• Problem statement:
What is needed is every line of the material that contains "other".

• Record set:
========================
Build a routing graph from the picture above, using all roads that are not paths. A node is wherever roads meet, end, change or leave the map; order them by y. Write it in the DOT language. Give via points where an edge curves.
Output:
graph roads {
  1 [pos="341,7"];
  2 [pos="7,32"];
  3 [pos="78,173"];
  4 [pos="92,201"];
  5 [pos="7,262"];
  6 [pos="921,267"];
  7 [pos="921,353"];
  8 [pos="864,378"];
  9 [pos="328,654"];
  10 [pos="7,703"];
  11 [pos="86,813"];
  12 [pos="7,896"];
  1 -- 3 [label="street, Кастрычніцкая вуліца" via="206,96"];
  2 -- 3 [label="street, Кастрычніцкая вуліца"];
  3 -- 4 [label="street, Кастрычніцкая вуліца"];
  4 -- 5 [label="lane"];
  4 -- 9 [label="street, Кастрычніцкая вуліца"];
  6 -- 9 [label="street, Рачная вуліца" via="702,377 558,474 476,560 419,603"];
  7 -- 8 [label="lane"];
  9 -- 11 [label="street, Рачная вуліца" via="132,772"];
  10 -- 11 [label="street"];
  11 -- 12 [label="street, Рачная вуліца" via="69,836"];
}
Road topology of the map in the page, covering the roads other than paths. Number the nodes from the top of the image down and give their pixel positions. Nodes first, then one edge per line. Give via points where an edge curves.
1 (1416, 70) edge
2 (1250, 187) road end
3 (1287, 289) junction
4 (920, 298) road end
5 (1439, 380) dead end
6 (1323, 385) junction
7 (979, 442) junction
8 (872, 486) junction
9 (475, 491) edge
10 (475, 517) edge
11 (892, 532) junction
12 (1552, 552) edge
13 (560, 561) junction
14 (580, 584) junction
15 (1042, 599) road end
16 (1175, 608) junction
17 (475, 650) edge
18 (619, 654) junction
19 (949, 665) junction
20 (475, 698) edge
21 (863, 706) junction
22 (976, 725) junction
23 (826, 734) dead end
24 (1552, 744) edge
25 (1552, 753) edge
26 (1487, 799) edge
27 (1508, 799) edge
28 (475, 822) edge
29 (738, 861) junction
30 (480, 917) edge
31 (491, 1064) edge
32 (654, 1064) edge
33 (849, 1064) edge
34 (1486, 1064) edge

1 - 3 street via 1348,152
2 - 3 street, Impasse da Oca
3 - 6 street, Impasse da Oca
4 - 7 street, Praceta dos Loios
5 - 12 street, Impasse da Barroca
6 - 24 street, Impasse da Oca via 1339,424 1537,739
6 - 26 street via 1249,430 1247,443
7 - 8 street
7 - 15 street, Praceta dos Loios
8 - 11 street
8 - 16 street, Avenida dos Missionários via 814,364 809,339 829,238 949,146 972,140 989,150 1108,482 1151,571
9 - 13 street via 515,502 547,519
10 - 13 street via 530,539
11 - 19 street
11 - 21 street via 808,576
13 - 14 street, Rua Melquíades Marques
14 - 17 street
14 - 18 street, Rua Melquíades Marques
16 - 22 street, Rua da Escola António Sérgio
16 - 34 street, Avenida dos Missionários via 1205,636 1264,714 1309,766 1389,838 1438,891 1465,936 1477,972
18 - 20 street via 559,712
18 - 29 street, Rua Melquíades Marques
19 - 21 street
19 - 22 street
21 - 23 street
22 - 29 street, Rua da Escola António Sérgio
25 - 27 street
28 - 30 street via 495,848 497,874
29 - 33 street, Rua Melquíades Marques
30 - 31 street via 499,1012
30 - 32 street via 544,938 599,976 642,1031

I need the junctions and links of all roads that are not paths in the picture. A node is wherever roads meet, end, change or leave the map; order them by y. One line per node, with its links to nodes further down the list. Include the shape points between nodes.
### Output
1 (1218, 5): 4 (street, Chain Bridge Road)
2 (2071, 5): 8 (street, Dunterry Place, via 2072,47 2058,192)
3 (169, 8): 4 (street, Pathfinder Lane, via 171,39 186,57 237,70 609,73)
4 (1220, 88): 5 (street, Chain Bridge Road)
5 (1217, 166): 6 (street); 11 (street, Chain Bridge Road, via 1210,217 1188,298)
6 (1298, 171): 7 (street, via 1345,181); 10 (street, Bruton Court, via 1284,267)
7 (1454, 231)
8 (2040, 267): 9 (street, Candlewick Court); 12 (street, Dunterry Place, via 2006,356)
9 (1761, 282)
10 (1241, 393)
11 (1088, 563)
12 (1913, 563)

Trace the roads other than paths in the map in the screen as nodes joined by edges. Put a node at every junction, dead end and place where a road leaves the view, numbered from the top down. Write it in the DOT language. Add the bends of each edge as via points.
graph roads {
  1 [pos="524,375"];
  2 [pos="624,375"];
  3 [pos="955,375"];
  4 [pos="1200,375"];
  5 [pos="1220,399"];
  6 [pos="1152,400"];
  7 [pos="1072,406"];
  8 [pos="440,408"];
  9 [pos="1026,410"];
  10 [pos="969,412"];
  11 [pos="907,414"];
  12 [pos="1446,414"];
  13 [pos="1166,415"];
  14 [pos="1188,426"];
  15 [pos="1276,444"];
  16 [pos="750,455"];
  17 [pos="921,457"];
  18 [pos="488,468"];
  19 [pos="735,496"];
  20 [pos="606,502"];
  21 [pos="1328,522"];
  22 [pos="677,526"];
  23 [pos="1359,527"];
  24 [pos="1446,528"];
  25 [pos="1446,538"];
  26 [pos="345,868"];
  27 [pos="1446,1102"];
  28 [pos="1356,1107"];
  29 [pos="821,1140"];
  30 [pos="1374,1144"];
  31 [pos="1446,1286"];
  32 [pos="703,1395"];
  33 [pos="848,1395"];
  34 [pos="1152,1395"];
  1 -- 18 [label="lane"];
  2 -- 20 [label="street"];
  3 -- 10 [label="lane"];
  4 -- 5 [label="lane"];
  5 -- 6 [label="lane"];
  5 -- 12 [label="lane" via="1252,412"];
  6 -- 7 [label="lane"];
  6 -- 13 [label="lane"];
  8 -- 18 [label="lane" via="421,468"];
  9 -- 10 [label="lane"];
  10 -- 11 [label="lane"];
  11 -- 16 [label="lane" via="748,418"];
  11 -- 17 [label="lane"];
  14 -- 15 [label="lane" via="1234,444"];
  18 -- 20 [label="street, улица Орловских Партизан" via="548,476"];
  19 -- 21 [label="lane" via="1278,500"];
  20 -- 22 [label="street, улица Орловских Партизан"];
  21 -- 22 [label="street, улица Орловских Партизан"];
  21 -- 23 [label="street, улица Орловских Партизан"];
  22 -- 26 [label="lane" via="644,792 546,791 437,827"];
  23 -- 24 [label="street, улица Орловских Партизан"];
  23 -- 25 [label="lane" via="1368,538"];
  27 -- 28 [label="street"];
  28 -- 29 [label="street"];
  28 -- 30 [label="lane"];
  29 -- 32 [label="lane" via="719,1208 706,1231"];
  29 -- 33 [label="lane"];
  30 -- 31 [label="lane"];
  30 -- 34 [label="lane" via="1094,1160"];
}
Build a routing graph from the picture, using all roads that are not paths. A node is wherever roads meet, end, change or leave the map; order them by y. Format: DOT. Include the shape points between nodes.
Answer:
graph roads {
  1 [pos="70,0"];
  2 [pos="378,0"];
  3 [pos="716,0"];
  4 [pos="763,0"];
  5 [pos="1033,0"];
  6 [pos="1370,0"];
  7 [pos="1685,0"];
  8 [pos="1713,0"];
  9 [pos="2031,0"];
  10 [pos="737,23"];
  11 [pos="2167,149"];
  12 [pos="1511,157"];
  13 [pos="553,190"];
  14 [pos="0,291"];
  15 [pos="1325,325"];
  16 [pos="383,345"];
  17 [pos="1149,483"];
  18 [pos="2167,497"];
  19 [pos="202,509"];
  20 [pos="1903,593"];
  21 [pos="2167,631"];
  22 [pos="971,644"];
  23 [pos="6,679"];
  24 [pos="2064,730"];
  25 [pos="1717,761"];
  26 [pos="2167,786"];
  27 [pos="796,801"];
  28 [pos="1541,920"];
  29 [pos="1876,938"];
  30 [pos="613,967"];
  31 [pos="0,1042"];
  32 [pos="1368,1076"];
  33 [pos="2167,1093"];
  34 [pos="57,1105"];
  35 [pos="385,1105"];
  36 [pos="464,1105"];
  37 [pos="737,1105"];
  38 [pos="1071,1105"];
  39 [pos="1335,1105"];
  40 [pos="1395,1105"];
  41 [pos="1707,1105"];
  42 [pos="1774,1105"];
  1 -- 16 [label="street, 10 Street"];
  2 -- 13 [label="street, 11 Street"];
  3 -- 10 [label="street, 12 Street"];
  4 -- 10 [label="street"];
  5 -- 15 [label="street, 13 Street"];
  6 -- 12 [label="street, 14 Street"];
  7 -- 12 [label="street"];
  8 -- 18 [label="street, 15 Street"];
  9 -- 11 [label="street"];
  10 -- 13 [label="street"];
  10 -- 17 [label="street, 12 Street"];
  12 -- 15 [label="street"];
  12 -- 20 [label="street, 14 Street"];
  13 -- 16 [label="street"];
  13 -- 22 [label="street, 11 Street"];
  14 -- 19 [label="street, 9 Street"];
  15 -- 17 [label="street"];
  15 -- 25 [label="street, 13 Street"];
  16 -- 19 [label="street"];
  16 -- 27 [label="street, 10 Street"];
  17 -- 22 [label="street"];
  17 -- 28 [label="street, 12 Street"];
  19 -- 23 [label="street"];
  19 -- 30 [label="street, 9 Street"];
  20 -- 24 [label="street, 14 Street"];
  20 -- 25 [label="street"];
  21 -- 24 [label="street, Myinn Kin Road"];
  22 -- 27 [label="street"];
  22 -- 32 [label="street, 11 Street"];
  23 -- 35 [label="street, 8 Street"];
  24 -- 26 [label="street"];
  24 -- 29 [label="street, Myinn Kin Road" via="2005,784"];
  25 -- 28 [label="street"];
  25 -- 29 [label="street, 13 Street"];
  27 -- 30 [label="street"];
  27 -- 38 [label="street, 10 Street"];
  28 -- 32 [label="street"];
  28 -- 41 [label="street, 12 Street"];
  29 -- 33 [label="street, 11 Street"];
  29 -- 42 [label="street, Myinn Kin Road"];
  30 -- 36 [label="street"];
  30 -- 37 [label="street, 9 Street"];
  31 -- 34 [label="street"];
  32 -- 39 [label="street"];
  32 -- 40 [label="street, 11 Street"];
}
========================
• Result of the task:
Road topology of the map in the page, covering the roads other than paths. Number the nodes from the top of the image down and give their pixel positions. Nodes first, then one edge per line. Give via points where an edge curves.
Trace the roads other than paths in the map in the screen as nodes joined by edges. Put a node at every junction, dead end and place where a road leaves the view, numbered from the top down. Write it in the DOT language. Add the bends of each edge as via points.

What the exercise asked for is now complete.